陳殷は中国の歴史を簡単に理解するために正史(次項参照)の中から記述を抜き出して作られたものと述べているが、現在の研究では『資治通鑑』などからの抜き書きも多いことが判明している。野史(勅選書以外の民間人によって書かれた歴史書)も多く取り入れられている。特に北宋・南宋に関しては曾先之の在世中に『宋史』が完成しなかったため、野史類や著者・関係者の保有する記録類に頼るところが大きかったと考えられている。
その内容、性格は、子ども用の教科書というところであり、今の日本で言えば「日本歴史ものがたり」といったふうなもので、歴史上の有名な話はたいがい拾ってある。
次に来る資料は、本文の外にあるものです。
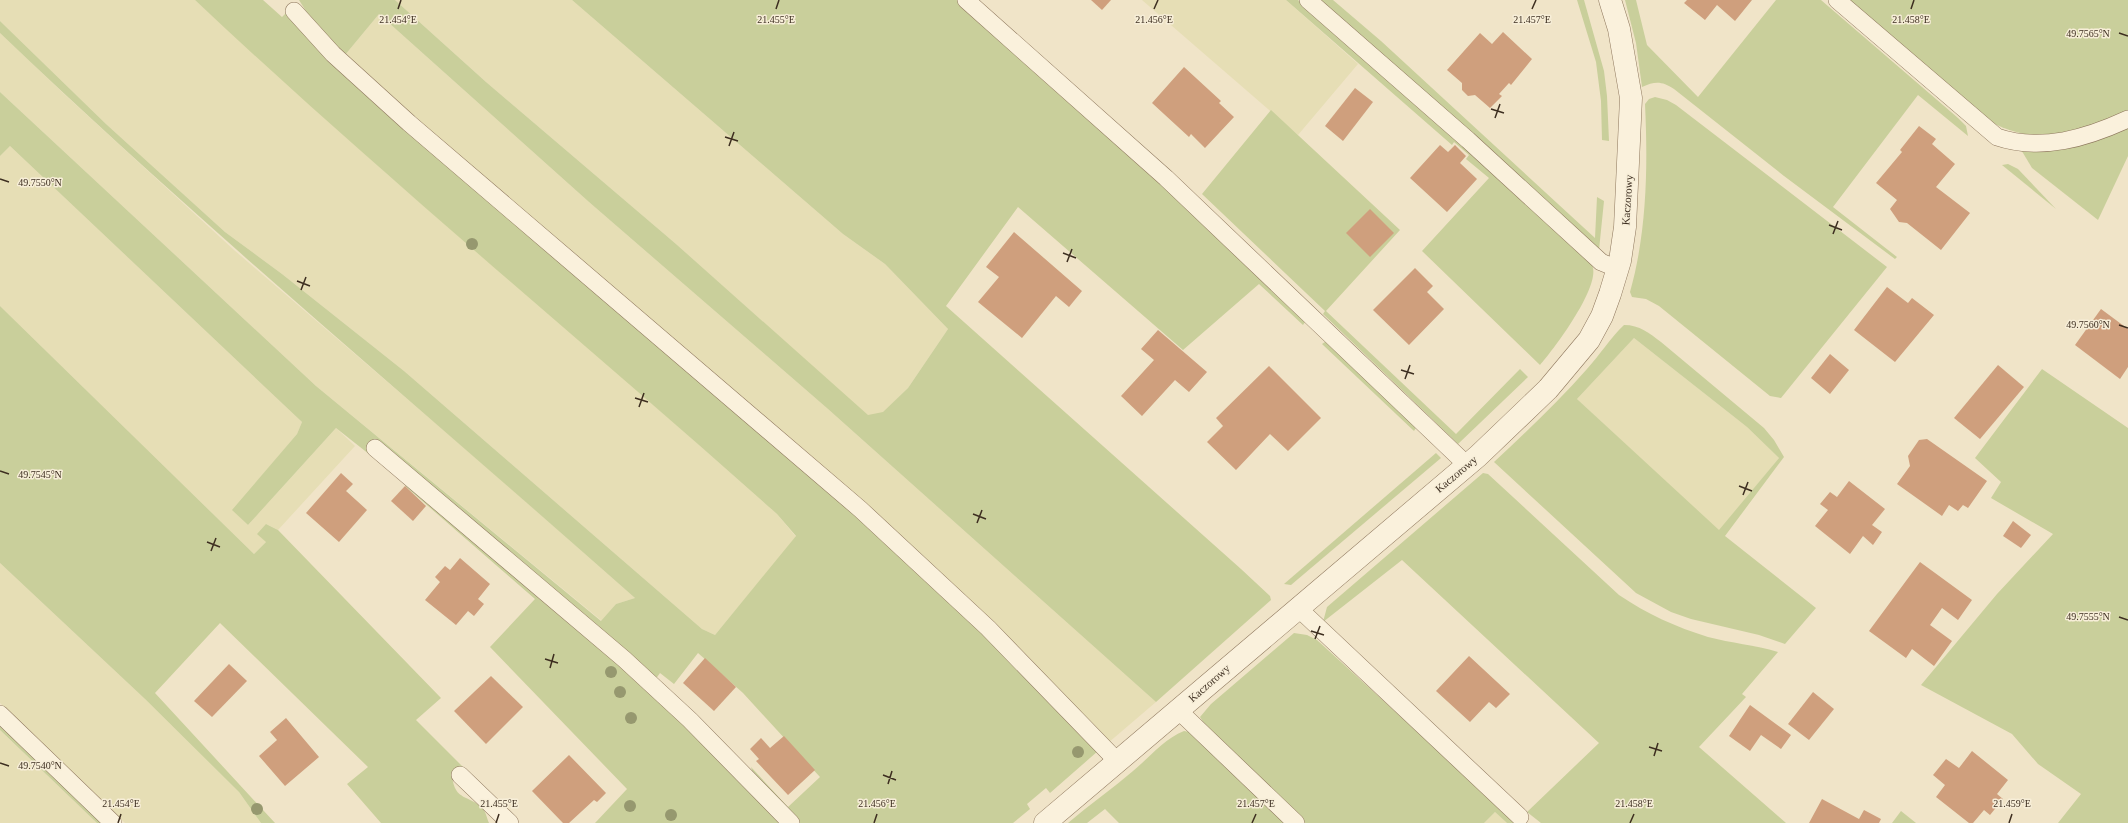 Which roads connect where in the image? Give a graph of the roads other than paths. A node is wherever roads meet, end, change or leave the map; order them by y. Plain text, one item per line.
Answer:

アンチョコのような本だから寿命も短い。今の中国にはもうないし、曾先之と言う名前も残っていない[1]。
日本での受容
日本には室町時代初期に伝来したと伝えられる。江戸時代には初心者用のものだということは分かっていたが、明治以降、漢文教科書に多く採用されると、左伝や史記のようなスーパークラスの古典籍との区別がわからなくなってしまった[2][3]。一時は爆発的な流行となったが、東洋史の新たな通読書が登場してからは尻すぼみとなっていった。その後は歴史書としてではなく、経営者やビジネスマン向けの啓発や哲学を紹介するための本として出版されることもあった。
中国文学者の高島俊男は、中国では古くから子供向けの書籍であることが正しく認識されていたが、日本人はこれを典拠たりうる歴史書と勘違いしてきたと批判している[4]。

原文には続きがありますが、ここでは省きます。